Judge Leon, a George W. Bush appointee on the U.S. District Court for the District of Columbia, rejected that logic in his 35-page opinion. He concluded that "no statute comes close to giving the President the authority he claims to have," and that Trump is the steward, not the owner, of the White House. "Unless and until Congress blesses this project through statutory authorization, construction has to stop!" Leon wrote, warning that above-ground work not in compliance with his ruling "is at risk of being taken down depending on the outcome of this case."

The ruling immediately created a legal opening that the administration moved to exploit. Leon carved out a narrow exception allowing work to continue for "the safety and security of the White House," the exact provision Trump and his allies cited as grounds to keep all construction active. That security framing is more than rhetorical cover: White House director of management and administration Joshua Fisher has confirmed the military is building a classified facility beneath the ballroom site, replacing the Presidential Emergency Operations Center that was dismantled when the East Wing came down. Trump himself acknowledged the scale of it in October 2025, telling reporters that "the ballroom essentially becomes a shed for what's being built under." The cost of that subterranean project is not included in the disclosed $400 million figure.

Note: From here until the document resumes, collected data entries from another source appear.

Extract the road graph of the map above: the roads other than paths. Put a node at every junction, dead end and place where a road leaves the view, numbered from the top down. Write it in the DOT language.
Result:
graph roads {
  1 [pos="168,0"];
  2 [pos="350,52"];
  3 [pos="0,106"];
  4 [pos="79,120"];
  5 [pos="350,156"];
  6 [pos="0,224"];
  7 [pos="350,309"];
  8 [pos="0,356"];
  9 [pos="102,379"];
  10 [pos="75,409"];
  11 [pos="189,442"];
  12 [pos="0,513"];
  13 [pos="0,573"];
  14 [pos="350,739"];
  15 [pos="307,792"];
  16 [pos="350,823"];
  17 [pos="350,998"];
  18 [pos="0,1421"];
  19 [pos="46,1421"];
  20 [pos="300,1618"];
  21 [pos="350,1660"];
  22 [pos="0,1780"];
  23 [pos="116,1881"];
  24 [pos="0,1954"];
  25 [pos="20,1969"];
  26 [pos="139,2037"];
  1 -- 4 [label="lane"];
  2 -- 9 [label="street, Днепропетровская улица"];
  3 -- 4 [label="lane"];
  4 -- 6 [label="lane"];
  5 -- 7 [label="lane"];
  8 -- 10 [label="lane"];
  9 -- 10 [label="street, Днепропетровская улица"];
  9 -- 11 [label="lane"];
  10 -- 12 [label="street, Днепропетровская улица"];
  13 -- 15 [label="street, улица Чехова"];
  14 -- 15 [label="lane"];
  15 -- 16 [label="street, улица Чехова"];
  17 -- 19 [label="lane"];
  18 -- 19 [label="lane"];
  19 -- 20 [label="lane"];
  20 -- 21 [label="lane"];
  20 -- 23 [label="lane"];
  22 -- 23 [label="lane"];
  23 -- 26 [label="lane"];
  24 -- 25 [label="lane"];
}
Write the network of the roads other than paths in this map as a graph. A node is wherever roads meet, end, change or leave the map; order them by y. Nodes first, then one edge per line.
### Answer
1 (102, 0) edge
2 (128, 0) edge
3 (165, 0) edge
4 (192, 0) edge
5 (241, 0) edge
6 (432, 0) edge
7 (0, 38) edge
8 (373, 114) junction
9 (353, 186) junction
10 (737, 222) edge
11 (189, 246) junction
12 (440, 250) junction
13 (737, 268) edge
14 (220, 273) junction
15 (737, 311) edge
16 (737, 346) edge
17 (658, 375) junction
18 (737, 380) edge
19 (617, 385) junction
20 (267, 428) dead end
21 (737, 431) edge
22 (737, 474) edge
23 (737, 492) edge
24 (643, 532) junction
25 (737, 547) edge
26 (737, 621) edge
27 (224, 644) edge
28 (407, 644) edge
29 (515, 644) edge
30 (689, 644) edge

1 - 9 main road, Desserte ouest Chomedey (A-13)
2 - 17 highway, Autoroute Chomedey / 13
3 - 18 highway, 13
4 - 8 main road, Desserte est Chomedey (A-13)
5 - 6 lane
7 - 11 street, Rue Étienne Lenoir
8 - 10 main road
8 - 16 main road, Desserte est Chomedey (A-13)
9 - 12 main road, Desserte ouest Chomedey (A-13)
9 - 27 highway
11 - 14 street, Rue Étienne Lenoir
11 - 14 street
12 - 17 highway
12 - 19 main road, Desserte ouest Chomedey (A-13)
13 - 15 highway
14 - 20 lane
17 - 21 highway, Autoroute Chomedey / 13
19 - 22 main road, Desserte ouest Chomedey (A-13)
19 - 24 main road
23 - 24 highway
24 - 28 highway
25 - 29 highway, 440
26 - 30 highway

The ballroom has been escalating in both ambition and price since Trump announced it in the summer of 2025, initially priced at $200 million. That figure climbed to $300 million by October and reached $400 million in December. Lead architect Shalom Baranes presented elevation drawings to the National Capital Planning Commission in January 2026. At approximately 90,000 square feet, the planned structure is nearly double the size of the 55,000-square-foot Executive Mansion and designed to accommodate 999 guests. It would represent the most significant physical change to the White House complex since President Harry S. Truman added a balcony to the South Portico. The historic East Wing was already demolished by September 2025 to clear the site, despite Trump's earlier assurances that existing structures would remain intact.

The National Trust for Historic Preservation, which filed the lawsuit in December 2025, argues Trump pressed ahead without required approvals from the NCPC and the U.S. Commission of Fine Arts. Trust attorney Thaddeus Heuer told the court on March 17 that above-ground construction was just two weeks away. Carol Quillen, the organization's president and CEO, called the ruling "a win for the American people on a project that forever impacts one of the most beloved and iconic places in our nation." Trump labeled the Trust "a Radical Left Group of Lunatics" on social media.

Leon suspended enforcement of his injunction for 14 days, anticipating an appeal. Justice Department attorney Jacob Roth argued for the administration in court; a notice of appeal was filed within hours of the ruling. The NCPC, which received more than 9,000 pages of public comments critical of the project in March, was still scheduled to vote on it April 2, two days after the injunction. Spokesperson Stephen Staudigl said the judicial ruling does not affect that timeline. Alphabet, Google's parent company, donated $22 million toward the project as part of a 2021 lawsuit settlement. The National Park Service estimates completion by mid-2028.

Leon noted in his opinion that it is "not too late for Congress to authorize the continued construction," and reports indicate Speaker Mike Johnson's office has been contacted about whether a congressional vote could resolve the impasse. What happens to the structure already rising on the former East Wing site may depend on whether legislators act before an appellate court does.